Of course, I could choose to stick to the solo approach, and eventually jump through all the hoops I need to in order to continue making what I believe is great beer on a very small scale, and to sell the odd cask here and there.  It is quite likely that it wouldn’t ever be more than some sort of personal “vanity” brewery, and realistically it will take me a lot of time to get to that stage on my own, but I would remain my own master and no-one would need to tell me what to brew.  Even then though, there is only so much I can drink myself and if the surplus can’t be sold then there is no point in brewing it.

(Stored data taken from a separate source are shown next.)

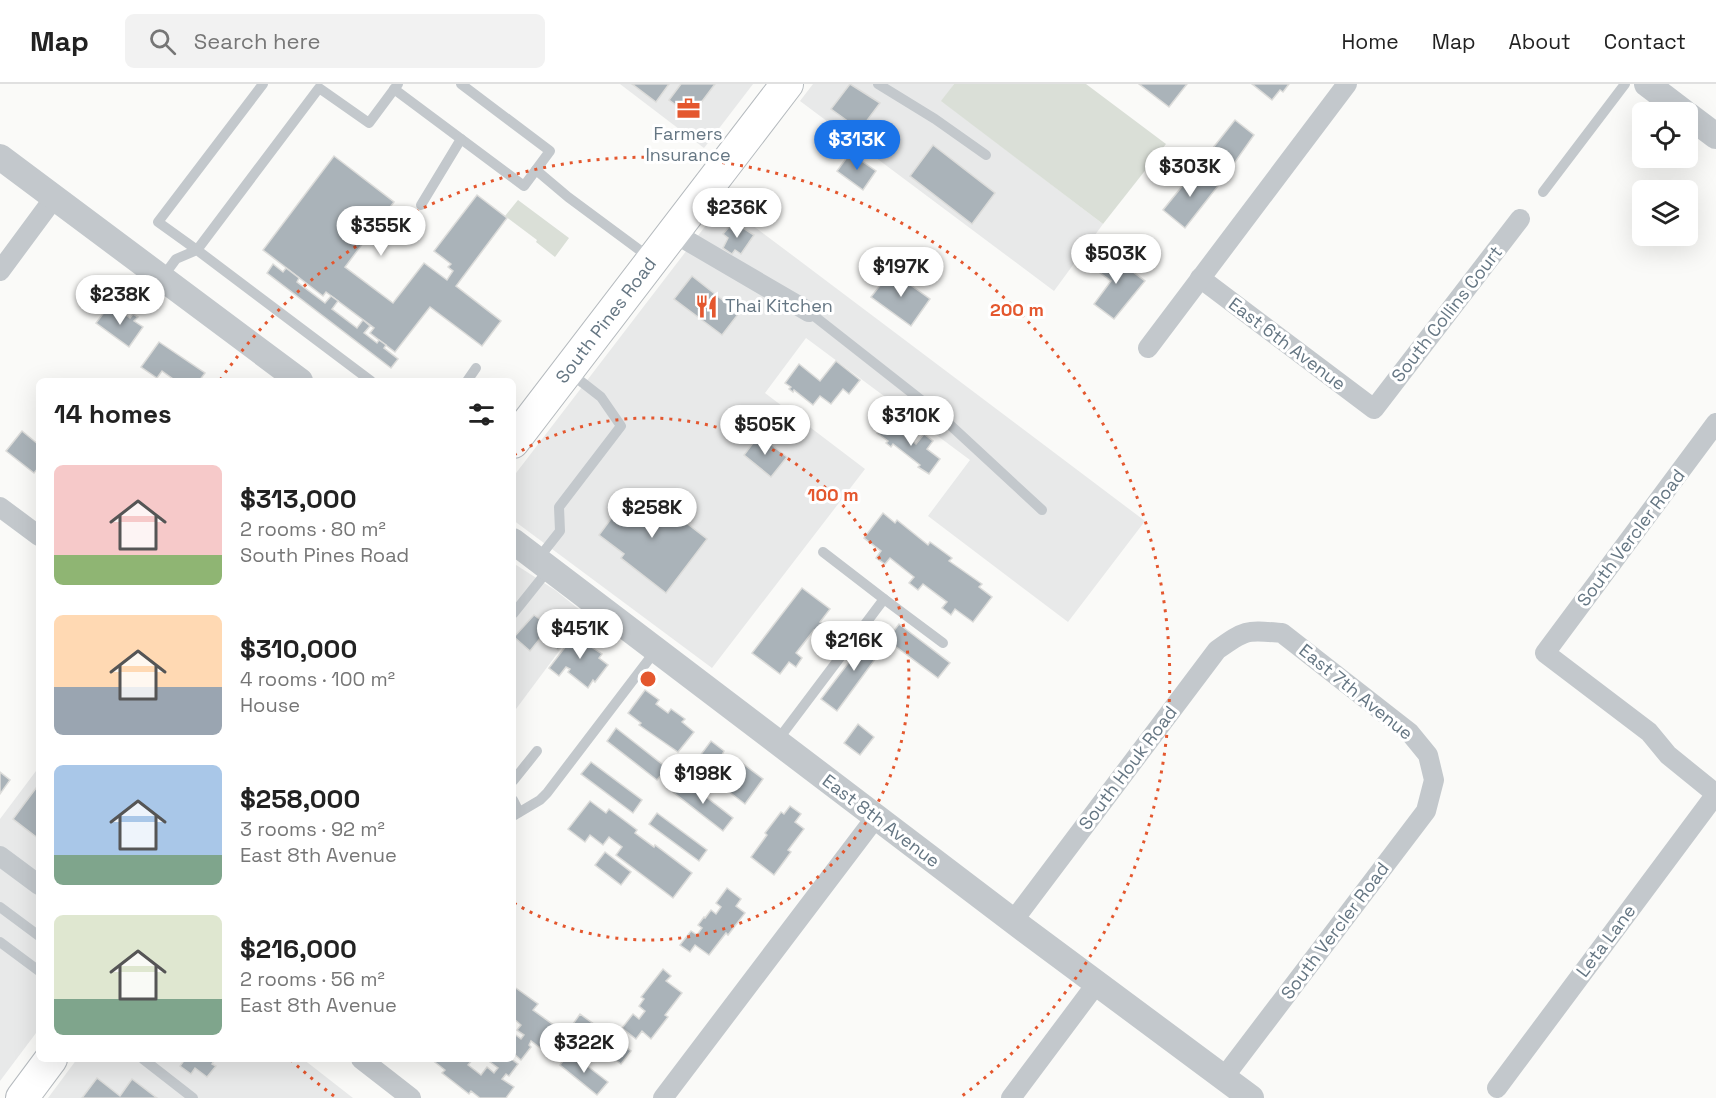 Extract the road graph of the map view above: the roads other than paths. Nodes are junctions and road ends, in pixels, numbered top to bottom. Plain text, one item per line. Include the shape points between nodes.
1 (262, 84) edge
2 (461, 84) edge
3 (878, 84) edge
4 (1347, 84) edge
5 (1625, 84) edge
6 (1647, 84) edge
7 (317, 86) edge
8 (396, 86) edge
9 (783, 86) edge
10 (1670, 102) edge
11 (1698, 123) edge
12 (1716, 136) edge
13 (461, 139) junction
14 (986, 155) dead end
15 (0, 157) edge
16 (536, 170) junction
17 (1544, 192) dead end
18 (54, 198) junction
19 (420, 204) dead end
20 (1520, 219) dead end
21 (674, 232) junction
22 (197, 250) junction
23 (653, 260) junction
24 (0, 271) edge
25 (162, 278) junction
26 (1200, 278) junction
27 (809, 312) joint
28 (1148, 348) dead end
29 (476, 368) dead end
30 (567, 371) junction
31 (296, 378) edge
32 (367, 378) edge
33 (469, 378) edge
34 (1374, 409) joint
35 (1716, 423) edge
36 (516, 438) edge
37 (0, 507) edge
38 (1042, 510) dead end
39 (36, 534) edge
40 (516, 543) edge
41 (823, 552) dead end
42 (543, 564) junction
43 (884, 599) junction
44 (516, 609) edge
45 (1256, 631) joint
46 (943, 643) dead end
47 (656, 650) junction
48 (777, 742) junction
49 (537, 751) dead end
50 (516, 778) edge
51 (1434, 780) joint
52 (1716, 794) edge
53 (516, 814) edge
54 (876, 817) junction
55 (2, 861) edge
56 (36, 883) edge
57 (0, 907) edge
58 (1013, 921) junction
59 (36, 934) edge
60 (0, 942) edge
61 (36, 969) edge
62 (1097, 983) junction
63 (49, 1062) edge
64 (147, 1062) edge
65 (365, 1062) edge
66 (1224, 1077) junction
67 (1497, 1088) dead end
68 (22, 1098) edge
69 (193, 1098) edge
70 (411, 1098) edge
71 (663, 1098) edge
72 (1011, 1098) edge
73 (1251, 1098) edge

1 - 22 lane via 158,222
2 - 16 lane via 550,151
3 - 14 lane
4 - 26 street
5 - 17 lane
6 - 10 street
7 - 8 lane via 369,123
7 - 22 lane
8 - 13 lane
9 - 21 main road, South Pines Road
11 - 12 street
13 - 16 lane via 524,186
13 - 19 lane
15 - 18 street
16 - 23 lane
18 - 24 street
18 - 25 street
20 - 34 street, South Collins Court
21 - 23 main road, South Pines Road
21 - 27 street
22 - 25 lane via 176,258
22 - 32 lane
23 - 30 main road, South Pines Road
25 - 31 street
26 - 28 street
26 - 34 street, East 6th Avenue
27 - 38 lane via 935,411
29 - 33 lane
30 - 36 main road, South Pines Road
30 - 42 lane via 601,397 621,426 560,507 560,531
35 - 52 street, South Vercler Road via 1545,653 1649,732 1668,755
37 - 39 street
40 - 42 street, East 8th Avenue
41 - 43 lane
42 - 44 lane
42 - 47 street, East 8th Avenue
43 - 46 lane
43 - 48 lane
45 - 51 street, East 7th Avenue via 1282,633 1410,733 1428,755
45 - 58 street, South Houk Road via 1240,633 1217,650
47 - 48 street, East 8th Avenue
47 - 53 lane via 548,793
48 - 54 street, East 8th Avenue
49 - 50 lane
51 - 66 street, South Vercler Road via 1426,811
52 - 67 street, Leta Lane
54 - 58 street, East 8th Avenue
54 - 71 street
55 - 56 street
57 - 59 lane
58 - 62 street, East 8th Avenue
60 - 61 lane
62 - 66 street, East 8th Avenue
62 - 72 street
63 - 68 main road
64 - 69 lane
65 - 70 street
66 - 73 street, East 8th Avenue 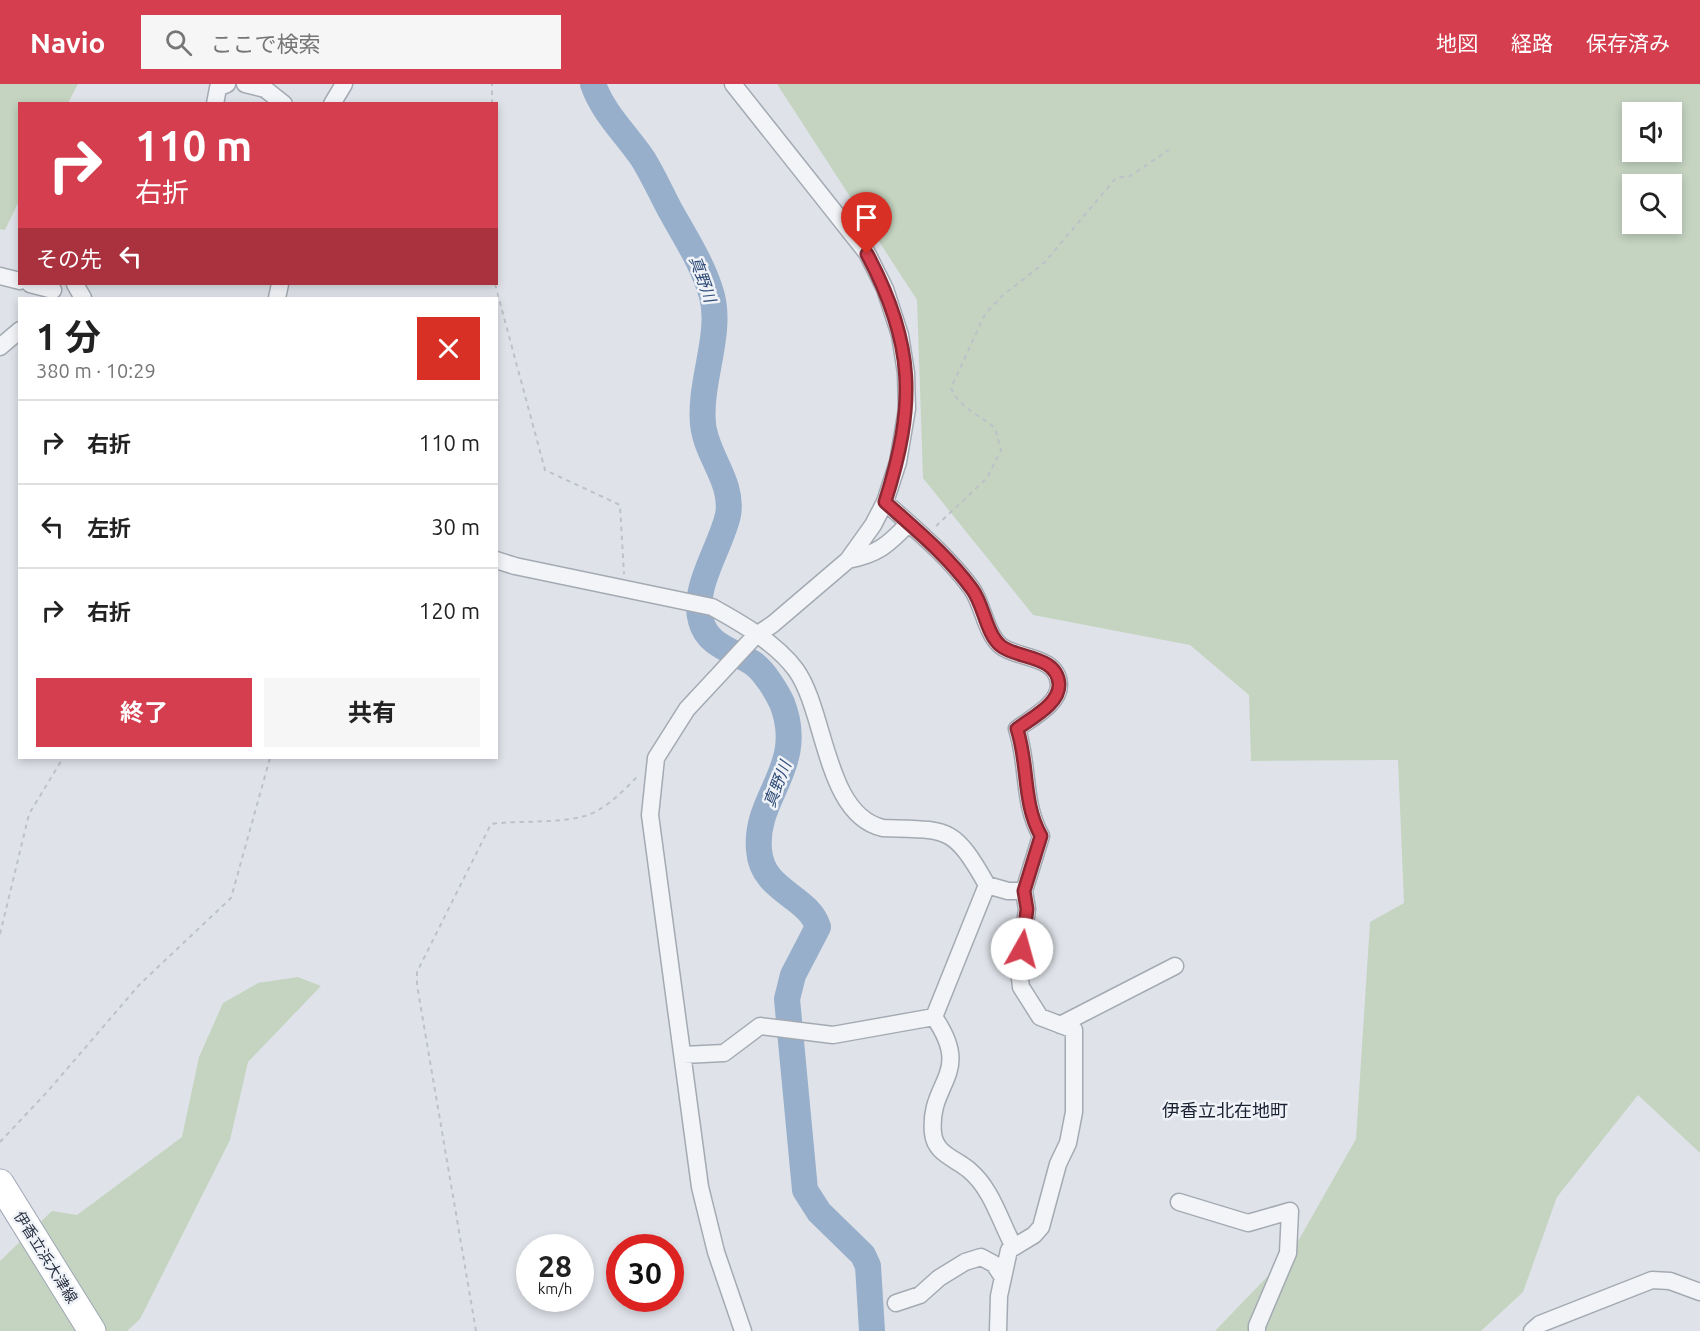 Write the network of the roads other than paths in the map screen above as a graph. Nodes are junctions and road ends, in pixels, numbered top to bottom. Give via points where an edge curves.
1 (206, 84) edge
2 (227, 84) edge
3 (245, 84) edge
4 (344, 84) edge
5 (733, 84) edge
6 (215, 102) edge
7 (281, 102) edge
8 (333, 102) edge
9 (0, 276) edge
10 (18, 280) edge
11 (34, 285) edge
12 (54, 290) edge
13 (18, 332) edge
14 (0, 347) edge
15 (885, 502) junction
16 (909, 523) junction
17 (848, 560) junction
18 (498, 561) edge
19 (755, 636) junction
20 (987, 885) junction
21 (1024, 891) junction
22 (1175, 966) dead end
23 (934, 1017) junction
24 (1060, 1025) junction
25 (683, 1055) junction
26 (0, 1183) edge
27 (1179, 1202) dead end
28 (1013, 1245) junction
29 (1002, 1276) junction
30 (1700, 1292) edge
31 (896, 1303) dead end
32 (997, 1330) edge
33 (92, 1331) edge
34 (743, 1331) edge
35 (1257, 1331) edge
36 (1532, 1331) edge

1 - 6 street
2 - 6 street via 218,88
3 - 7 street via 265,89
4 - 8 street
5 - 15 street via 867,254 885,289 900,335 907,410 898,462
9 - 10 street
11 - 12 street
13 - 14 street
15 - 16 street
15 - 17 street
16 - 17 street via 887,546
16 - 21 street via 932,542 974,591 999,645 1028,655 1056,673 1057,694 1017,729 1030,817 1041,836
17 - 19 street
18 - 19 street via 712,608 739,622
19 - 20 street via 786,659 801,678 836,781 862,817 883,828 932,830 951,836 967,852
19 - 25 street via 687,709 656,758 650,815
20 - 21 street
20 - 23 street
21 - 24 street via 1027,909 1019,970 1021,987 1040,1017
22 - 24 street
23 - 25 street via 833,1035 760,1026 724,1053
23 - 28 street via 952,1058 933,1112 935,1145 978,1180
24 - 28 street via 1074,1030 1074,1112 1068,1143 1058,1164 1041,1227
25 - 34 street via 700,1187 716,1252
26 - 33 main road, 伊香立浜大津線
27 - 35 street via 1248,1223 1290,1211 1288,1252
28 - 29 street
29 - 31 street via 994,1264 981,1257 939,1278 920,1295
29 - 32 street
30 - 36 street via 1670,1281 1652,1280 1540,1324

On the other hand I could accept that an opportunity exists to do so much more, but I would need to be able to compromise for a while and focus in the first instance on what satisfies that core range of drinkers, while doing so with enough commitment to good beer that I avoid being labelled as a brewer of bland and uninteresting beers.  Maybe that is actually the whole challenge of brewing.  Bland and uninteresting certainly isn’t what I set out to brew for myself and it isn’t what will keep my passion for brewing alive and healthy.  And there are enough great small (and not so small) brewers out there that are producing exciting beers that appeal to an increasingly wide range of drinkers to see that it can be done.

There’s a balance to be had, its just a question of finding the right way to reach that balance.  It seems to me that taking the opportunity by the scruff of the neck ought to be a no-brainer, but then again, is it really that simple?